I told him I would be okay. I told him he would be okay. I told him I would never forget him. He was apart of me. Not many will understand this connection, but what it is worth that cat saved my life and I saved his.  I just couldn't save him this time. That will hurt my soul for as long as I live. 

God has a plan and this part of my life is over. Was Artemis only here to keep me alive? Was he only here to get me out of a bad spell? What I do know is that he lived a good long full life. He spent his life mostly happy and secure. He loved me and my kids. He loved his life. He chose me. He knew I needed him. Even though he is gone and my heart has not stopped breaking, I am really okay. I am not broken. I am perfectly as God intended I should be. It took a long time to realize it and I did need Artemis to keep pushing forward. God used him as a reminder to fight for something in life. I now have my children for that. I also have my own self worth. I fight for them and myself. I am worth it. 
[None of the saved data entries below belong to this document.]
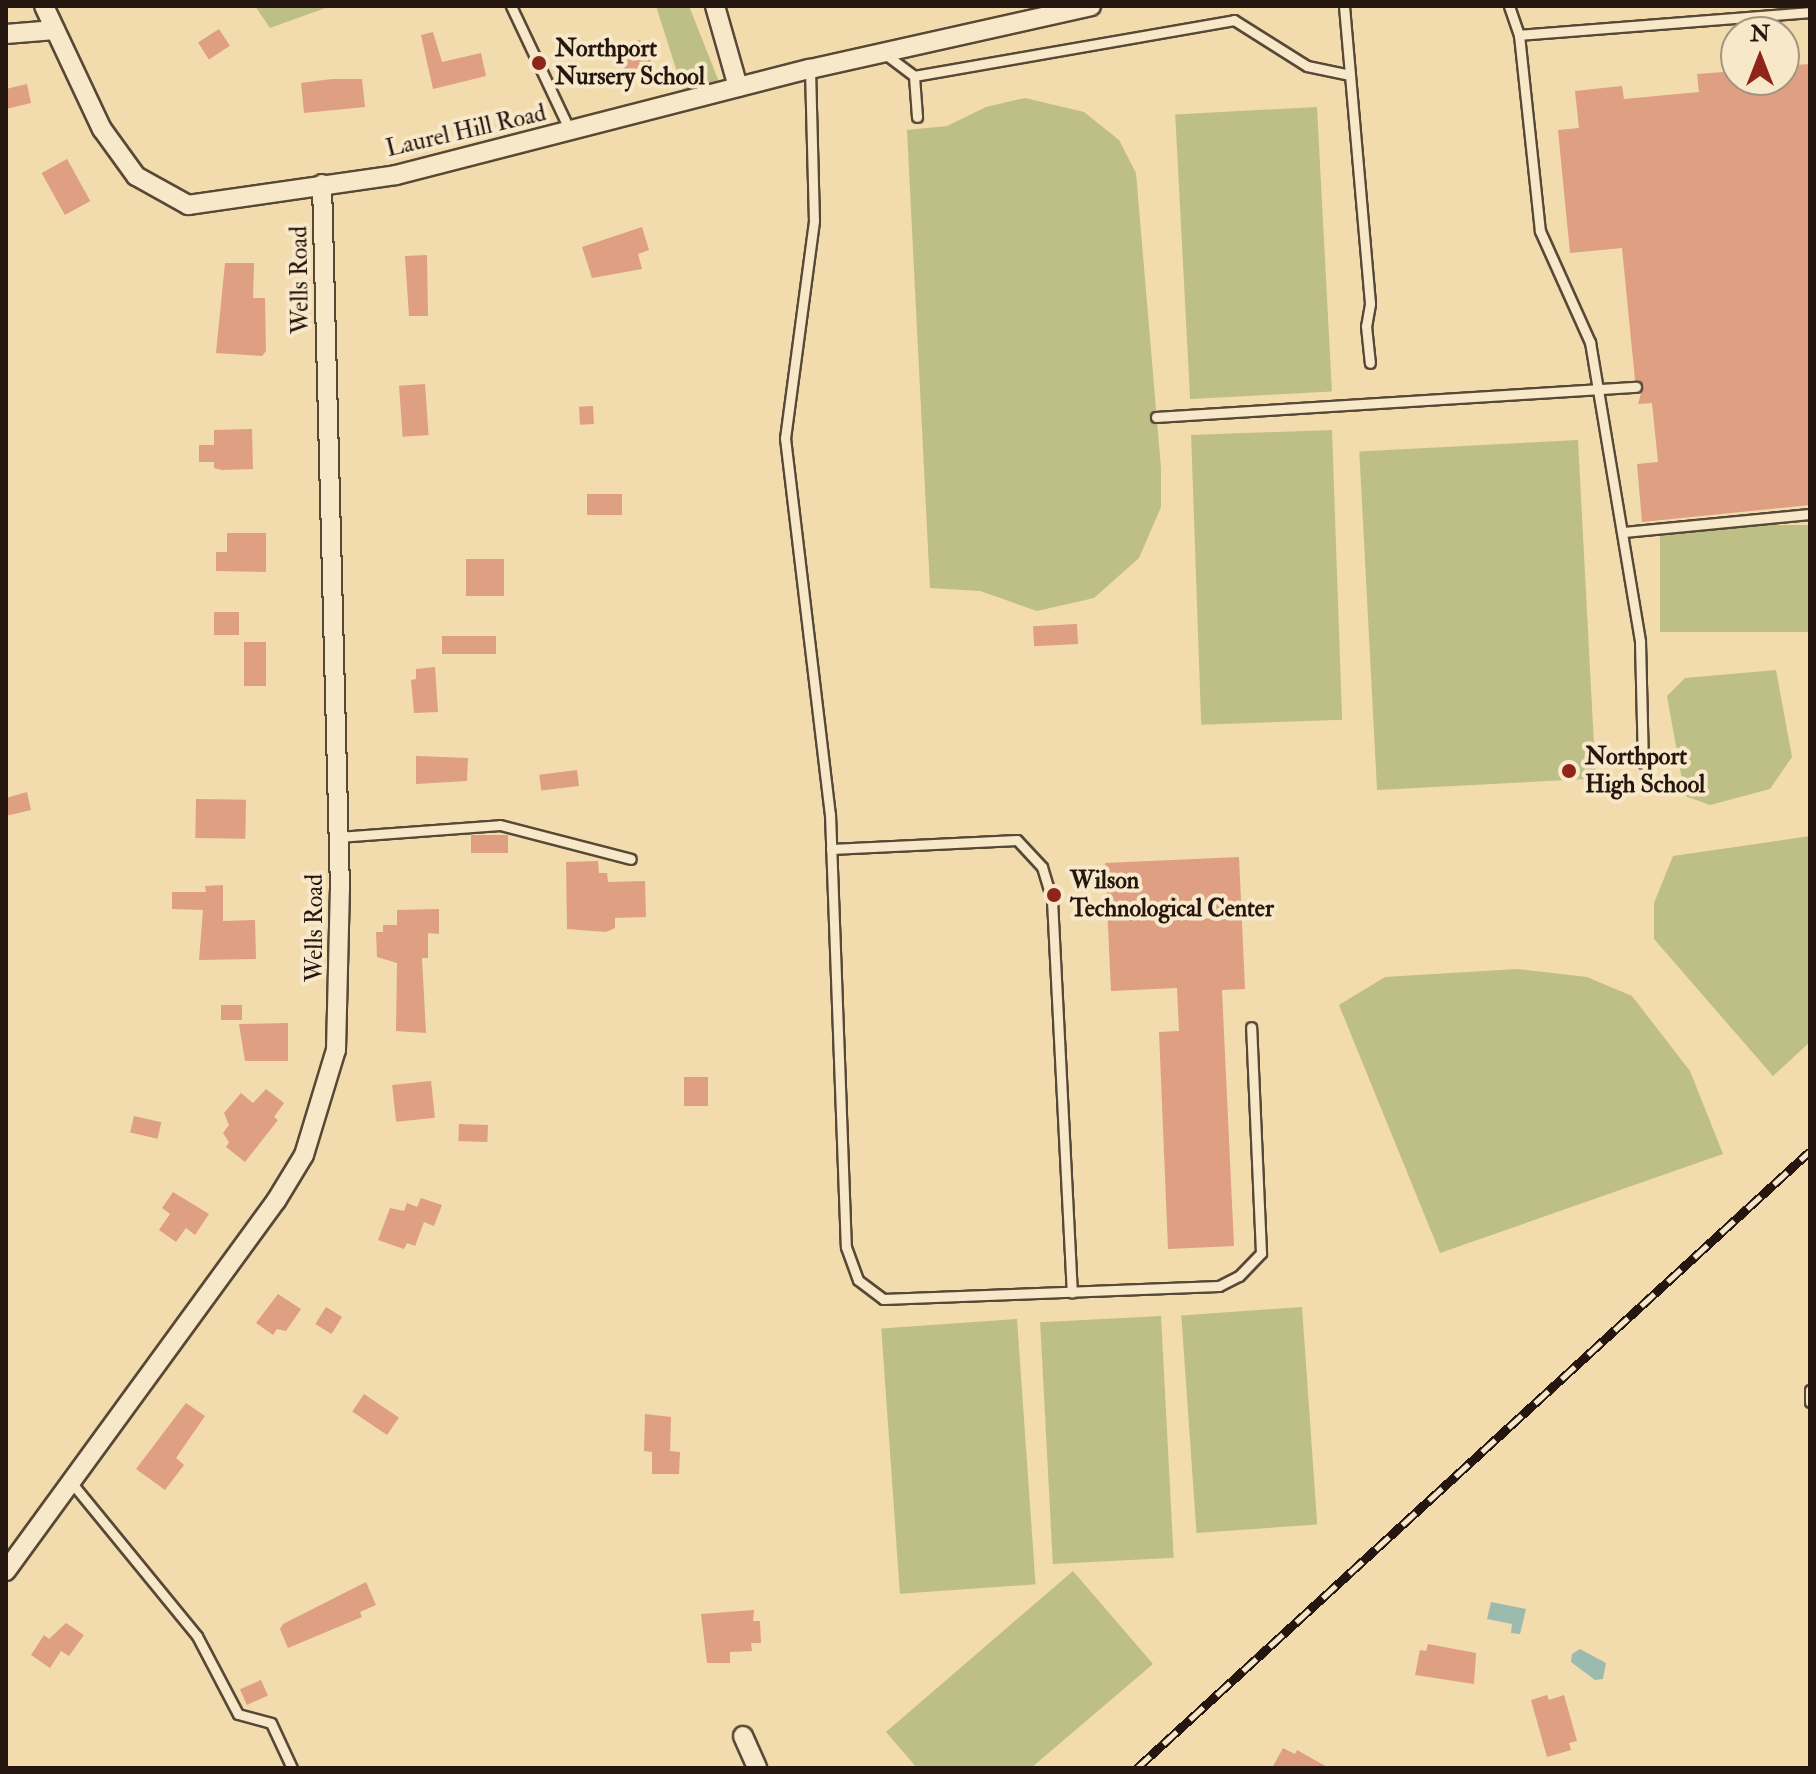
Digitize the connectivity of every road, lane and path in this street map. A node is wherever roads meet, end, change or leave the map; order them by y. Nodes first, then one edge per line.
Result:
1 (44, 6) edge
2 (511, 6) edge
3 (715, 6) edge
4 (1091, 6) edge
5 (1344, 6) edge
6 (1509, 6) edge
7 (1810, 12) edge
8 (55, 30) junction
9 (6, 34) edge
10 (1519, 35) junction
11 (882, 52) junction
12 (810, 69) junction
13 (1350, 75) junction
14 (914, 76) junction
15 (738, 87) junction
16 (917, 117) dead end
17 (570, 131) junction
18 (322, 184) junction
19 (1370, 363) dead end
20 (1636, 387) dead end
21 (1596, 392) junction
22 (1156, 417) dead end
23 (1810, 514) edge
24 (1623, 532) junction
25 (1643, 763) dead end
26 (338, 837) junction
27 (831, 849) junction
28 (631, 859) dead end
29 (1251, 1027) dead end
30 (1072, 1292) junction
31 (1810, 1390) edge
32 (1810, 1402) edge
33 (71, 1482) junction
34 (6, 1571) edge
35 (743, 1736) dead end
36 (292, 1768) edge
37 (757, 1768) edge

1 - 8 street, Laurel Hill Road
2 - 17 lane
3 - 15 street
4 - 11 street, Laurel Hill Road
5 - 13 lane
6 - 10 lane
7 - 10 lane
8 - 9 street
8 - 18 street, Laurel Hill Road
10 - 21 lane
11 - 12 street, Laurel Hill Road
11 - 14 lane
12 - 15 street, Laurel Hill Road
12 - 27 lane
13 - 14 lane
13 - 19 lane
14 - 16 lane
15 - 17 street, Laurel Hill Road
17 - 18 street, Laurel Hill Road
18 - 26 street, Wells Road
20 - 21 lane
21 - 22 lane
21 - 24 lane
23 - 24 lane
24 - 25 lane
26 - 28 lane
26 - 33 street, Wells Road
27 - 30 lane
27 - 30 lane
29 - 30 lane
31 - 32 lane
33 - 34 street, Wells Road
33 - 36 lane
35 - 37 street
My best friend is gone, but he remains in my heart. I don't need a pet anymore to be my best friend. No one should have to feel as alone as I was when Artemis found me. I still ache in pain as I think about how much I miss him. This pain will not abandon me anytime soon, but it is worth it. I do not want to forget all that he did for me. I do not want to forget him. He was an amazing friend, although he was judgmental and rude sometimes. 

I will miss him trying to eat trash bags; honestly I thought that might kill him. I will miss him at the bottom of my bed at night. I will miss his smart-ass self as he figured out how to ring doorbells and open doors. He was a stinker with a mind of his own, but he was a sweetheart. Goodbye my dear friend.